## Input data
◆ ◆ ◆
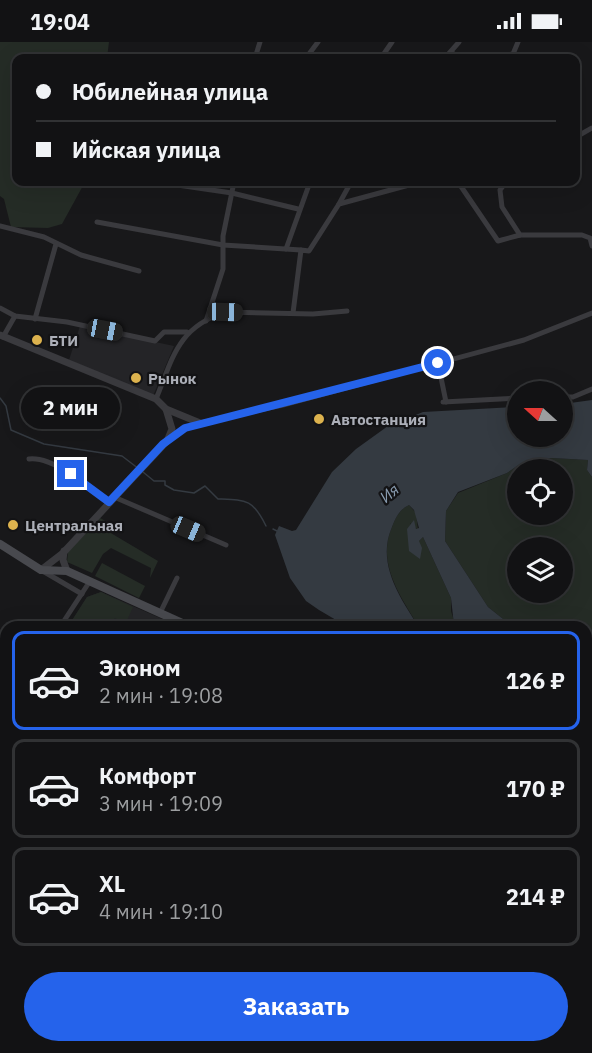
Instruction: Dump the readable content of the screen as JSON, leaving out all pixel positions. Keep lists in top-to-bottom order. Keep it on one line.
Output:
{"water":["Ия"],"places":["БТИ","Рынок","Автостанция","Центральная"],"north":"left","page":{"status":"19:04","banner":["Юбилейная улица","Ийская улица"],"bubble":"2 мин","list":[{"name":"Эконом","note":"2 мин · 19:08","value":"126 ₽"},{"name":"Комфорт","note":"3 мин · 19:09","value":"170 ₽"},{"name":"XL","note":"4 мин · 19:10","value":"214 ₽"}],"buttons":"Заказать"}}
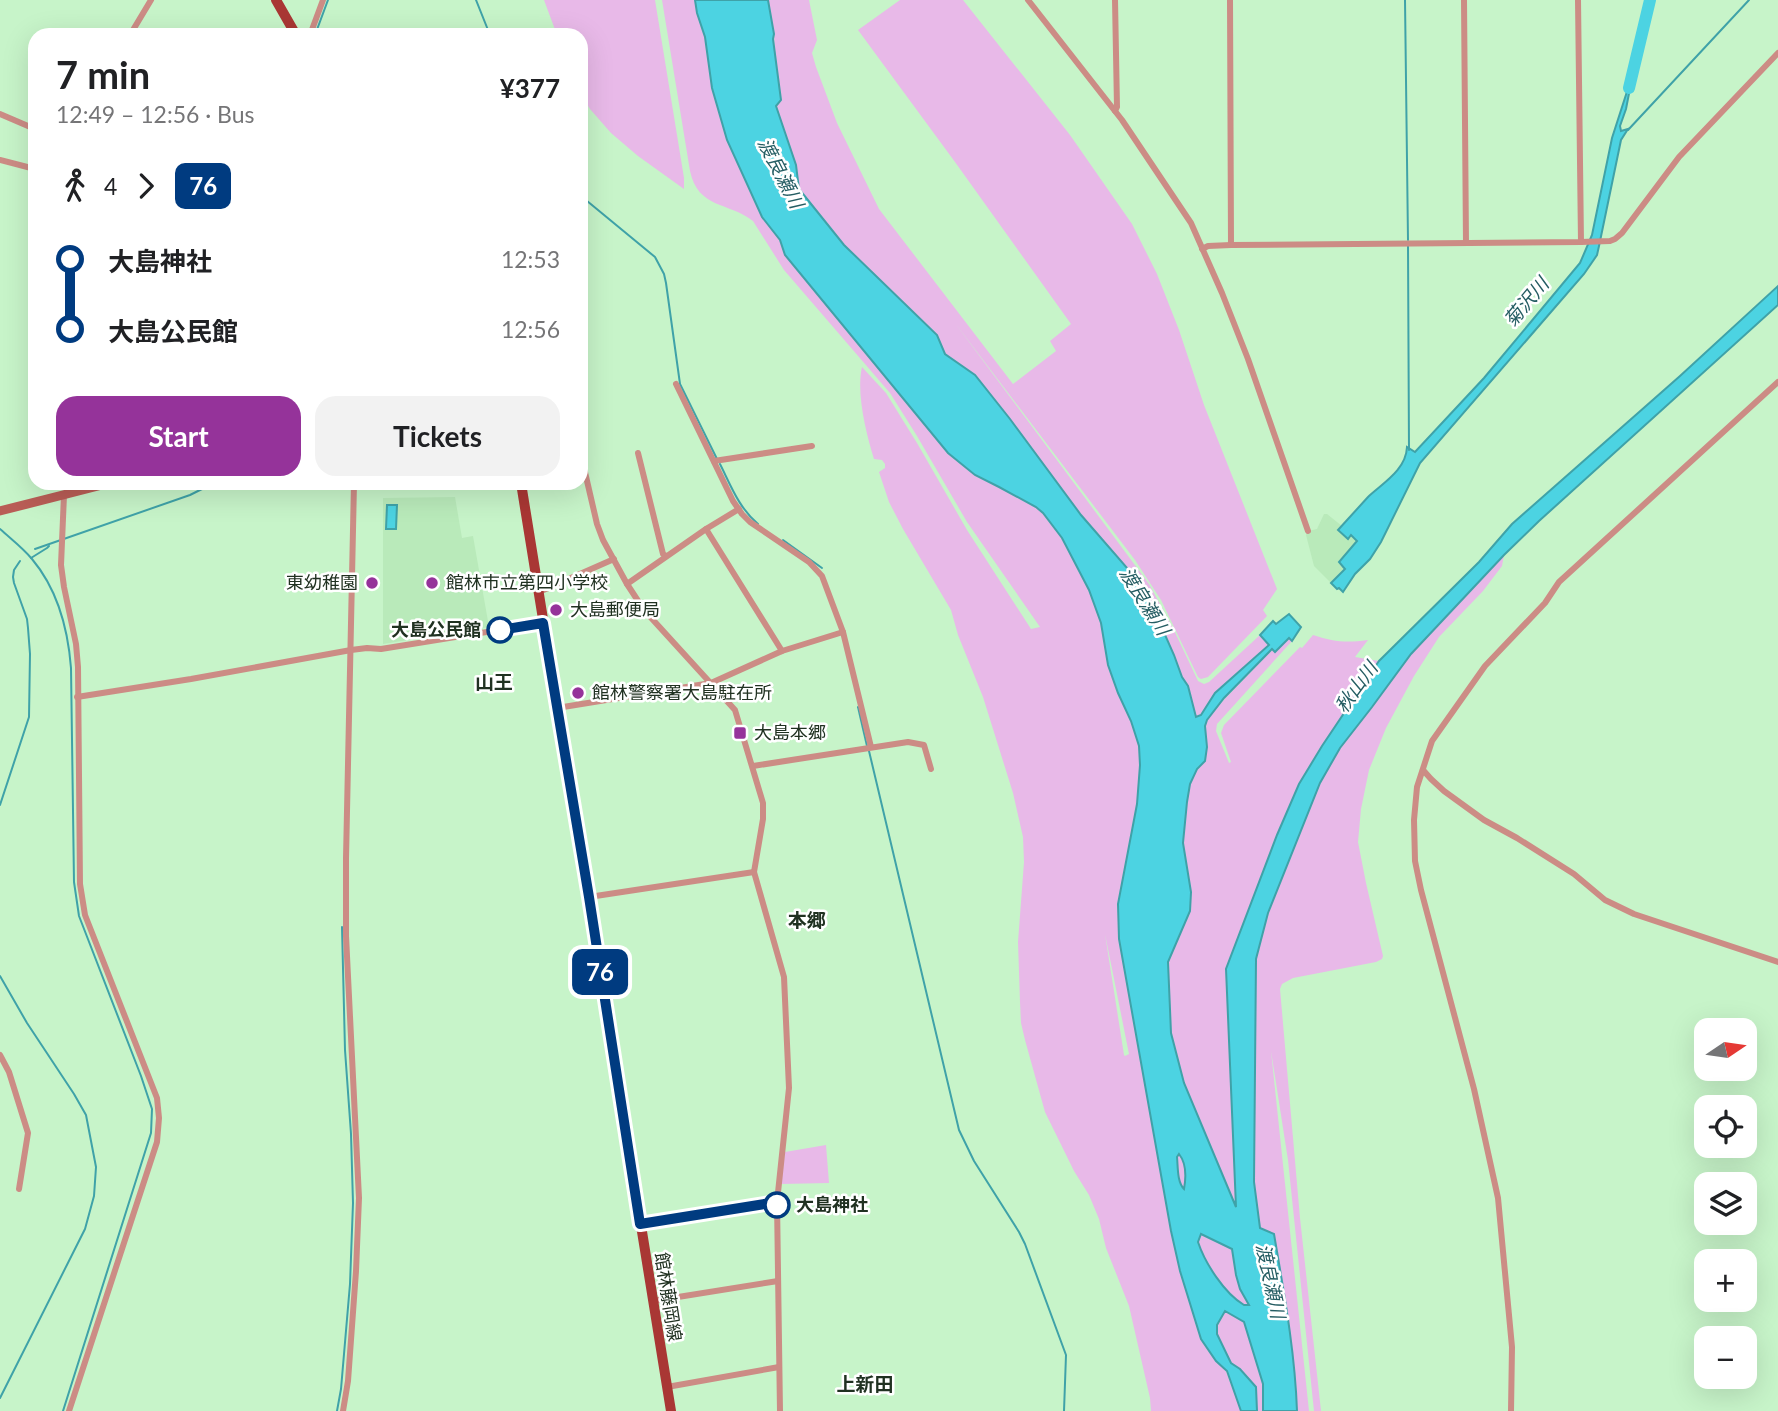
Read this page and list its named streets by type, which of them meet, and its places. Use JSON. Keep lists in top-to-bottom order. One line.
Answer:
{"streets":{"main road":["館林藤岡線"]},"districts":["山王","本郷","上新田"],"water":["渡良瀬川","菊沢川","秋山川"],"places":{"other":["東幼稚園","館林市立第四小学校","大島郵便局","大島公民館","館林警察署大島駐在所","大島神社"],"transit":["大島本郷"]},"lines":["bus line 76"],"north":"right","page":{"on_map":"76","heading":["7 min","12:49 – 12:56 · Bus","¥377"],"legs":["4","76"],"list":[{"name":"大島神社","value":"12:53"},{"name":"大島公民館","value":"12:56"}],"buttons":["Start","Tickets"],"map_buttons":["+","−"]}}
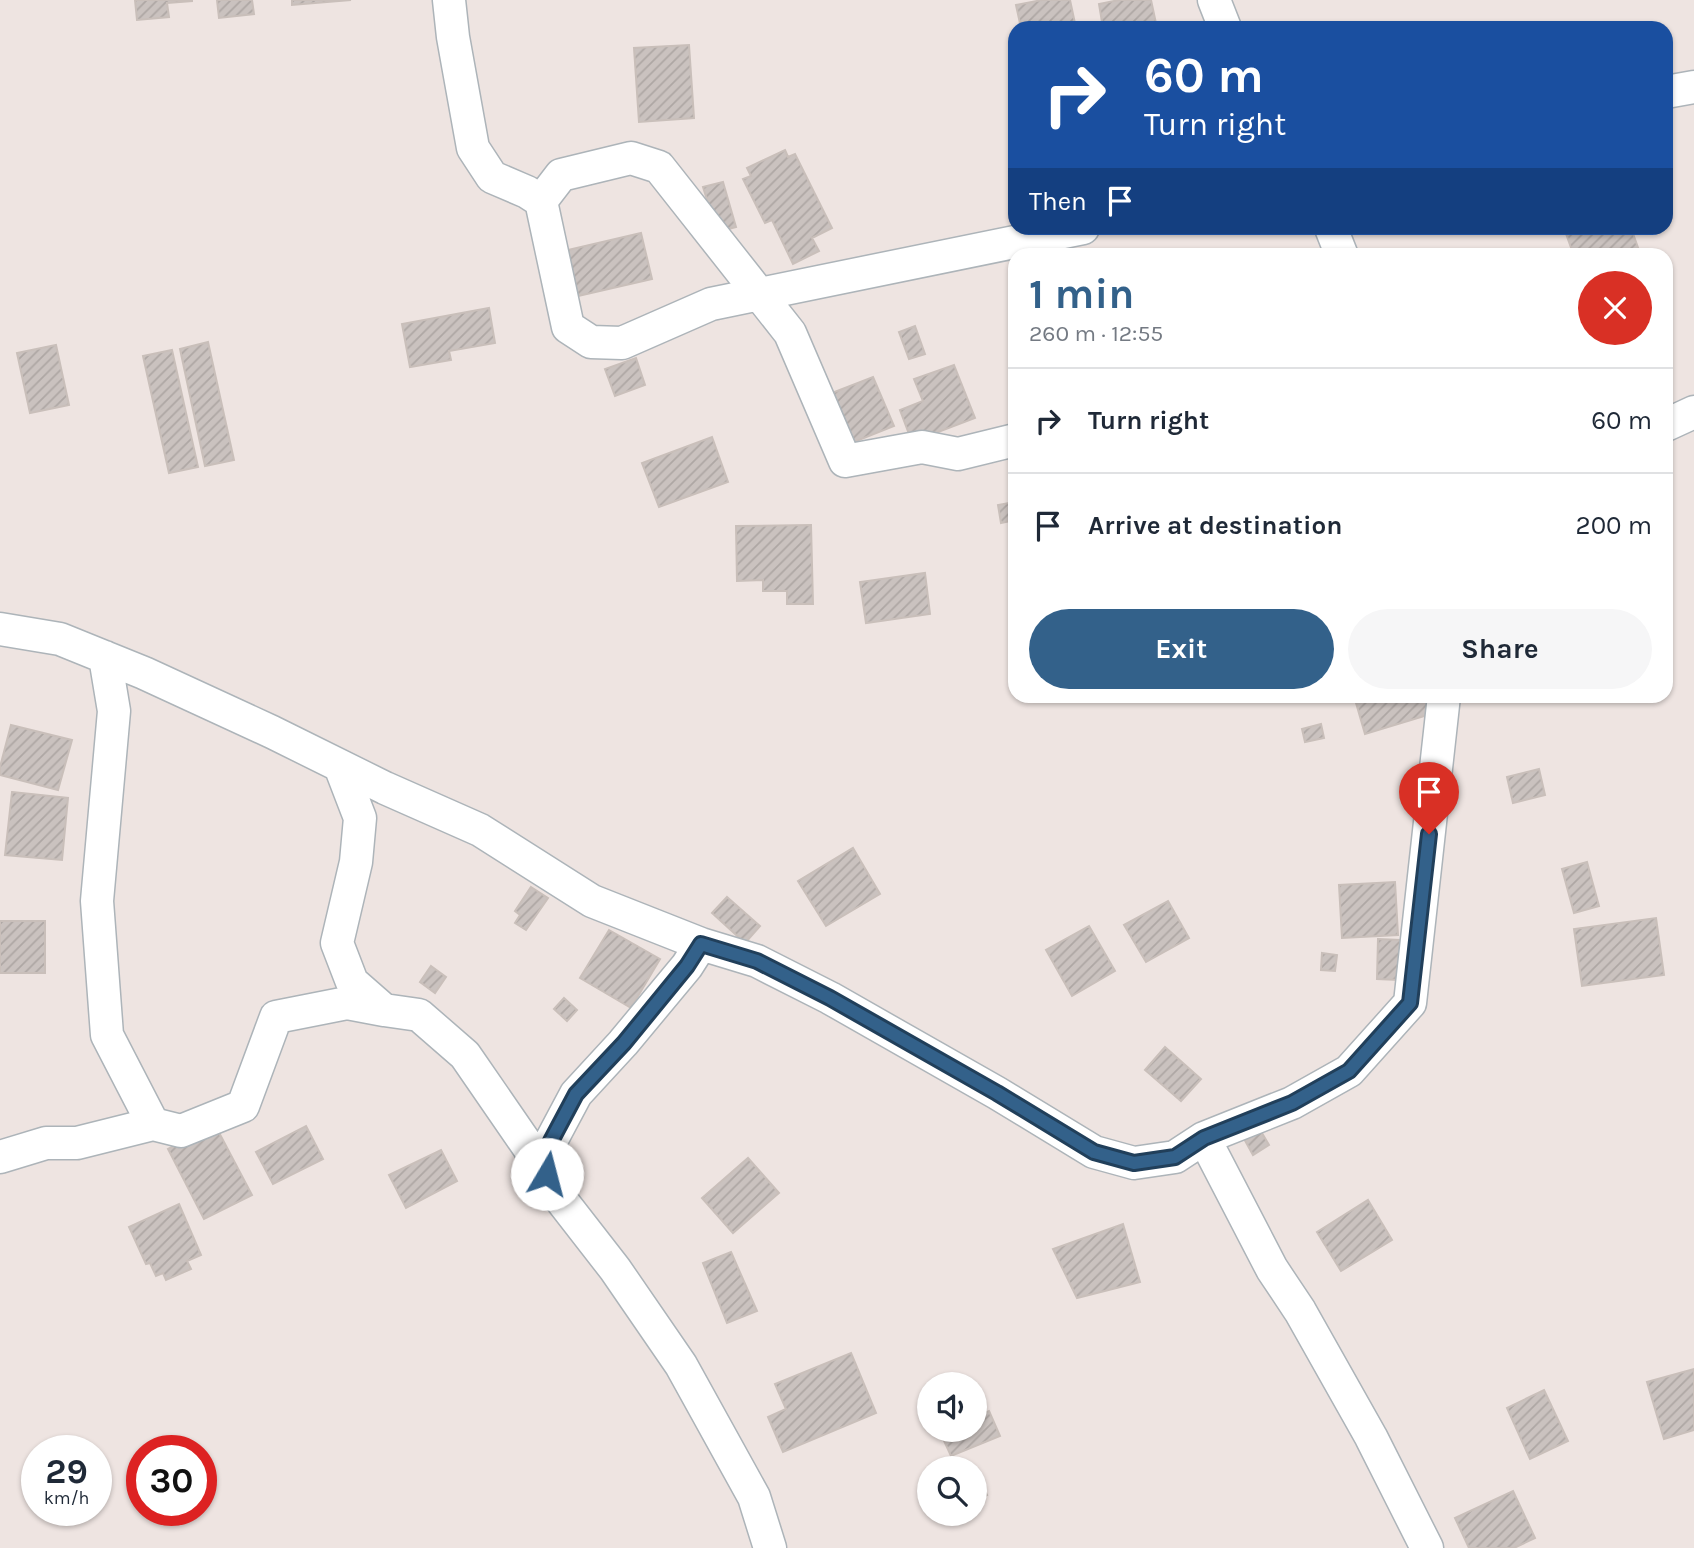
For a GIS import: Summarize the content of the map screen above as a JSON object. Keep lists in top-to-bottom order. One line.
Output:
◆ ◆ ◆
## What you have to do
Beginning with the line that holds "Read this page", extract every line to the end of the material, exactly as it stands, and drop the pictures.

## Your solution
Read this page and list its named streets by type, which of them meet, and its places. Use JSON. Keep lists in top-to-bottom order. One line.
Answer:
{"streets":{"main road":["館林藤岡線"]},"districts":["山王","本郷","上新田"],"water":["渡良瀬川","菊沢川","秋山川"],"places":{"other":["東幼稚園","館林市立第四小学校","大島郵便局","大島公民館","館林警察署大島駐在所","大島神社"],"transit":["大島本郷"]},"lines":["bus line 76"],"north":"right","page":{"on_map":"76","heading":["7 min","12:49 – 12:56 · Bus","¥377"],"legs":["4","76"],"list":[{"name":"大島神社","value":"12:53"},{"name":"大島公民館","value":"12:56"}],"buttons":["Start","Tickets"],"map_buttons":["+","−"]}}
For a GIS import: Summarize the content of the map screen above as a JSON object. Keep lists in top-to-bottom order. One line.
Output:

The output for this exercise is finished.